:: Exercise prompt ::
Could you filter the material and copy every line where the word "dead" occurs?

:: Given records ::
Start of Block
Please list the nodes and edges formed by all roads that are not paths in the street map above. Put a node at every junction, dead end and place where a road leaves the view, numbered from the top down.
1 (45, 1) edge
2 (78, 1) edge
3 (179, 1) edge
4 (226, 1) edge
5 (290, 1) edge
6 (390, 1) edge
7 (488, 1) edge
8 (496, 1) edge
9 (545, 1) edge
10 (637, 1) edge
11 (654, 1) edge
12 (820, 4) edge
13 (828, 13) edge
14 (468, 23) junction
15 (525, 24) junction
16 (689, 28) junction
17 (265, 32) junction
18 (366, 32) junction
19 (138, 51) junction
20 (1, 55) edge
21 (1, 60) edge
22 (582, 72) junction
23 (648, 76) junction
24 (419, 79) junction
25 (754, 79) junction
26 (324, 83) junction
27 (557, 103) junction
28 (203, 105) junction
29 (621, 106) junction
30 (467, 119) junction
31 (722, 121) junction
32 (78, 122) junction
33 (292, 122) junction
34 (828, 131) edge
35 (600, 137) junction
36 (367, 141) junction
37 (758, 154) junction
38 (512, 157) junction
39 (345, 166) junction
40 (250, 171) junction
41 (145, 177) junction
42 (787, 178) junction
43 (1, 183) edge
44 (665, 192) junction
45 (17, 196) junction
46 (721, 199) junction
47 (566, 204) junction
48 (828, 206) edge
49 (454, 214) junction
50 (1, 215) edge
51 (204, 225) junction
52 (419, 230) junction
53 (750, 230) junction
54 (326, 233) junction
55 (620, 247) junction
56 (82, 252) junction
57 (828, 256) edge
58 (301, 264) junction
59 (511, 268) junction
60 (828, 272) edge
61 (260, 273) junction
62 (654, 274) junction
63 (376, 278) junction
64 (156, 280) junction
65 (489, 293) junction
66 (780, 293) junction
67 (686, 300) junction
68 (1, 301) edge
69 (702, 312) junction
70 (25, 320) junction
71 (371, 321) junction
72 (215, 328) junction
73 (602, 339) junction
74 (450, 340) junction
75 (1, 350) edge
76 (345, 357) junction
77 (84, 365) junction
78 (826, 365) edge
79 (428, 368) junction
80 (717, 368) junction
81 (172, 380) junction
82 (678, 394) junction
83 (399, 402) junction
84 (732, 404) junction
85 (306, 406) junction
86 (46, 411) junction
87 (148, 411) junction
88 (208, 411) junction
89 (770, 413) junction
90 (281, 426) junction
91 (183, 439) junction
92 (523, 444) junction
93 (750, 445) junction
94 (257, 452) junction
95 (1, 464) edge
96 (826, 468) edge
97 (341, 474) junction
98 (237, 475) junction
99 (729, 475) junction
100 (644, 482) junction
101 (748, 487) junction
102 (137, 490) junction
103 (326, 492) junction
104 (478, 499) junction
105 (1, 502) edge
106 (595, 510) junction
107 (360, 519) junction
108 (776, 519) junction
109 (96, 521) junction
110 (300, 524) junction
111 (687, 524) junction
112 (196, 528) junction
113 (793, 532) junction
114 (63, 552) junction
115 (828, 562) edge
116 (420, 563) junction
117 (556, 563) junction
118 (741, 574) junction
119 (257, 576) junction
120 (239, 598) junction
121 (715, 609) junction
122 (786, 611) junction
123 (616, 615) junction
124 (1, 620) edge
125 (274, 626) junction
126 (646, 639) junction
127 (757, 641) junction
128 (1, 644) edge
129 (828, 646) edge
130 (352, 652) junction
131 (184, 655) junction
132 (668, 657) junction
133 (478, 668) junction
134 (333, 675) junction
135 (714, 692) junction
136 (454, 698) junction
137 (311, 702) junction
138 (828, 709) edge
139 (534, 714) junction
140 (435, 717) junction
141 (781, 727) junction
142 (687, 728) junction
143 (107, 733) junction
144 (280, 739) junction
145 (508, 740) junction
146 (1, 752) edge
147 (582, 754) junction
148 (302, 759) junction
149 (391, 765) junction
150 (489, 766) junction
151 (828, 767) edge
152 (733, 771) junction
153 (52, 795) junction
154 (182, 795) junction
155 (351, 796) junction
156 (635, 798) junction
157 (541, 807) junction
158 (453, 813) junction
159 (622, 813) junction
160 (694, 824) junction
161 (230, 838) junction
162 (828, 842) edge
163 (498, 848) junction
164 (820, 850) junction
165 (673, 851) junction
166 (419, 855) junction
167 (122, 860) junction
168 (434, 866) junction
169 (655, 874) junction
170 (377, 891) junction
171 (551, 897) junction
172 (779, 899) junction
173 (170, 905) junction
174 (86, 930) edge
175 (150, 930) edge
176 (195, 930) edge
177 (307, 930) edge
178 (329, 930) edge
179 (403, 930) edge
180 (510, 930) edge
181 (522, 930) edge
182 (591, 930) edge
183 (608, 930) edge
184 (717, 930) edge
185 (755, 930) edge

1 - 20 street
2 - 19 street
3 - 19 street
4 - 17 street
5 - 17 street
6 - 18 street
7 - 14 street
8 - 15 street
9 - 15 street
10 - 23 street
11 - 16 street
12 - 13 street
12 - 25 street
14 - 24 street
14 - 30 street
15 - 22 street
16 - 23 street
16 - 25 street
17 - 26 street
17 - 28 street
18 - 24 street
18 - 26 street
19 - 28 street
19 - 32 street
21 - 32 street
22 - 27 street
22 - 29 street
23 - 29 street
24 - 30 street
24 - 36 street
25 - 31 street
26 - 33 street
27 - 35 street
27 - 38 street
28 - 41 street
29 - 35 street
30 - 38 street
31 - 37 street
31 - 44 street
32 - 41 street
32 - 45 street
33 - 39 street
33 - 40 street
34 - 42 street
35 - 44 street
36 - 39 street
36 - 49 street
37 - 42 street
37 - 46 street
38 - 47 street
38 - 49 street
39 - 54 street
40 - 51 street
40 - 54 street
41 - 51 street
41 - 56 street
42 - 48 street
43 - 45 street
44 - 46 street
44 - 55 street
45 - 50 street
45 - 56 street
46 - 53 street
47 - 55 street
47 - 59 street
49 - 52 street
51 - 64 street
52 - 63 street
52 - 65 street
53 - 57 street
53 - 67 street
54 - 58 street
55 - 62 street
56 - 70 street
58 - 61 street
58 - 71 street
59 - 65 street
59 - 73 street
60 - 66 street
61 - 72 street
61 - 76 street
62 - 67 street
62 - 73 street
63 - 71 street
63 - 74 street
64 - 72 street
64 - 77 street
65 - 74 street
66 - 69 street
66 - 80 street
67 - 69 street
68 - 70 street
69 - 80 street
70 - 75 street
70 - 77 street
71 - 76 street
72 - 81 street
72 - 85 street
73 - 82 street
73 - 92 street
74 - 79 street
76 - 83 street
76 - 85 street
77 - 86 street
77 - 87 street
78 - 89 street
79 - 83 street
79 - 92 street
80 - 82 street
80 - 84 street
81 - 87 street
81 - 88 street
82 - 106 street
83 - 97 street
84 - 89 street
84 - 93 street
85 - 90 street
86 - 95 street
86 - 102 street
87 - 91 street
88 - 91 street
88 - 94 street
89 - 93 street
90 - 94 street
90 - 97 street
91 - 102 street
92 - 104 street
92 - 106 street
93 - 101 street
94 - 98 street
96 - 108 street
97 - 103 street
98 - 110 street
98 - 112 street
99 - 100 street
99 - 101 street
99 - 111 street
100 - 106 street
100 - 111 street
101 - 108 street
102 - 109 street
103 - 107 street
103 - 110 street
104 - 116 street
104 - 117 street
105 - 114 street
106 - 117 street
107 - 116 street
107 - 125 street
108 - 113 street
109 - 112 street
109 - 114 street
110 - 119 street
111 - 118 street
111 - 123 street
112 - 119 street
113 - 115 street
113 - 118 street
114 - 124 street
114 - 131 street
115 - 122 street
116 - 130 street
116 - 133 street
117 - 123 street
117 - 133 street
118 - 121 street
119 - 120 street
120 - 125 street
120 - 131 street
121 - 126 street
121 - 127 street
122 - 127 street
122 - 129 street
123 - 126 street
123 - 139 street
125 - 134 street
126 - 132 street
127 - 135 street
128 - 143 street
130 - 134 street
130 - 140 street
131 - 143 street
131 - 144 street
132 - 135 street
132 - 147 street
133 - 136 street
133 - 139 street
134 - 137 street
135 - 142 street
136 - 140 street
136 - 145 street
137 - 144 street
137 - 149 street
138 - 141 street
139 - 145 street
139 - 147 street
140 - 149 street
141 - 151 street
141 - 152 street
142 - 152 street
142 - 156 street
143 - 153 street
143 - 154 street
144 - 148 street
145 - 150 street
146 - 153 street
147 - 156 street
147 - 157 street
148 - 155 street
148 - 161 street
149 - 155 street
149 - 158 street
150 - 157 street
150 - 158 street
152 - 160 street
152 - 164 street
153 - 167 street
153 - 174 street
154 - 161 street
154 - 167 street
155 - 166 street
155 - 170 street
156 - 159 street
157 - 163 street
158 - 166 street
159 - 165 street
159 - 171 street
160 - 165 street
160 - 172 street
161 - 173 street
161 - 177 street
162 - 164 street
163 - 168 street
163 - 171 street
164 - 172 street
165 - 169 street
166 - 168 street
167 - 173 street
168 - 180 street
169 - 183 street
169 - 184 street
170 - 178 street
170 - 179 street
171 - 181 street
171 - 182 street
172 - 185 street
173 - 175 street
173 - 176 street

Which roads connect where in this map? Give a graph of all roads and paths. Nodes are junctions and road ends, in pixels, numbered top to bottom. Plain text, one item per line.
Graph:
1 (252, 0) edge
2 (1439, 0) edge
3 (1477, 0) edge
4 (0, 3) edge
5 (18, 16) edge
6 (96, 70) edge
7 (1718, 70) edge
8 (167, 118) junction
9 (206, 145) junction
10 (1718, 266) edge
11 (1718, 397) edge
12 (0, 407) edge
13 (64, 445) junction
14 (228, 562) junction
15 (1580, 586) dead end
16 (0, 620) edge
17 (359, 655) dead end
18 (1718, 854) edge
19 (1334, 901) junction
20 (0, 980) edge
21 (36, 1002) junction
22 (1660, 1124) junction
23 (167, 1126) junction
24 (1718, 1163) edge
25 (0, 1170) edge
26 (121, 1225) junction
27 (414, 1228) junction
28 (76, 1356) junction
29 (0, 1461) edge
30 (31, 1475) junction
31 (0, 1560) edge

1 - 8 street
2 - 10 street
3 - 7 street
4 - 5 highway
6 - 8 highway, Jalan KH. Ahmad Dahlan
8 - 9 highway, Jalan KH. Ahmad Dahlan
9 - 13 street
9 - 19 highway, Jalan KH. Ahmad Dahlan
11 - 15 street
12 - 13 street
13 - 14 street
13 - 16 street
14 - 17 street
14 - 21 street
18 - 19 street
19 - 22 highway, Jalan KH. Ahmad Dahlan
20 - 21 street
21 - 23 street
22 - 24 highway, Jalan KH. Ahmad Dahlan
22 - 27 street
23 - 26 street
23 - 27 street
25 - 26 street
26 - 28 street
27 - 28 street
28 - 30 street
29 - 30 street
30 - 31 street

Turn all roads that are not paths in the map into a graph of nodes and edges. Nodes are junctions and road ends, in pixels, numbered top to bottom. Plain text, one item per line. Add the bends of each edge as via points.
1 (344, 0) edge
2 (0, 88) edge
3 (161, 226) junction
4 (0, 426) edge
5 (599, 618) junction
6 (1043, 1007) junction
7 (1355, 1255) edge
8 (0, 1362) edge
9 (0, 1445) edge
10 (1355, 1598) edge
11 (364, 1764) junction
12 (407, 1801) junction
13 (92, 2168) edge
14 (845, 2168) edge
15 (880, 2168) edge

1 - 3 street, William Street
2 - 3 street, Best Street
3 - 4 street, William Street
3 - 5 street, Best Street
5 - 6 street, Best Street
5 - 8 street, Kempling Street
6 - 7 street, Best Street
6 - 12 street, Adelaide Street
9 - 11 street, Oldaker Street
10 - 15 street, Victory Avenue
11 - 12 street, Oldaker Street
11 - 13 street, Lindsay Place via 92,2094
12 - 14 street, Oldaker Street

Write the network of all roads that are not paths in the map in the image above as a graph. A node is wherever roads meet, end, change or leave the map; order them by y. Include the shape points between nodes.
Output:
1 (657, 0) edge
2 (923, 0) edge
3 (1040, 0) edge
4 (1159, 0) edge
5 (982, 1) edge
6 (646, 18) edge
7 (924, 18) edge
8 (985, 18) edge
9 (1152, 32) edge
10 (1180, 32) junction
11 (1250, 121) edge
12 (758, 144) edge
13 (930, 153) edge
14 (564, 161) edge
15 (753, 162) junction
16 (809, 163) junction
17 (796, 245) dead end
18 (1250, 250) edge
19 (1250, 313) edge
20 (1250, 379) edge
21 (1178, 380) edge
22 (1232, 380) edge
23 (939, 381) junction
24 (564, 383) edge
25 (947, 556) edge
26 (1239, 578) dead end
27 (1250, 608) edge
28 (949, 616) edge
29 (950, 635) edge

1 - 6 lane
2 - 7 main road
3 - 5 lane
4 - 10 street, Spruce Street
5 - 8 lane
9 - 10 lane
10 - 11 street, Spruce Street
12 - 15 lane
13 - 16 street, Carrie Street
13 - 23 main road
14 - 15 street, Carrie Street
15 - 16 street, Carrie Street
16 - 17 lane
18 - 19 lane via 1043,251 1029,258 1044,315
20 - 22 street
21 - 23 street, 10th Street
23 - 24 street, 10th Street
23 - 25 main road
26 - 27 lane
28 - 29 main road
End of Block
:: Solved exercise ::
Please list the nodes and edges formed by all roads that are not paths in the street map above. Put a node at every junction, dead end and place where a road leaves the view, numbered from the top down.
15 (1580, 586) dead end
17 (359, 655) dead end
17 (796, 245) dead end
26 (1239, 578) dead end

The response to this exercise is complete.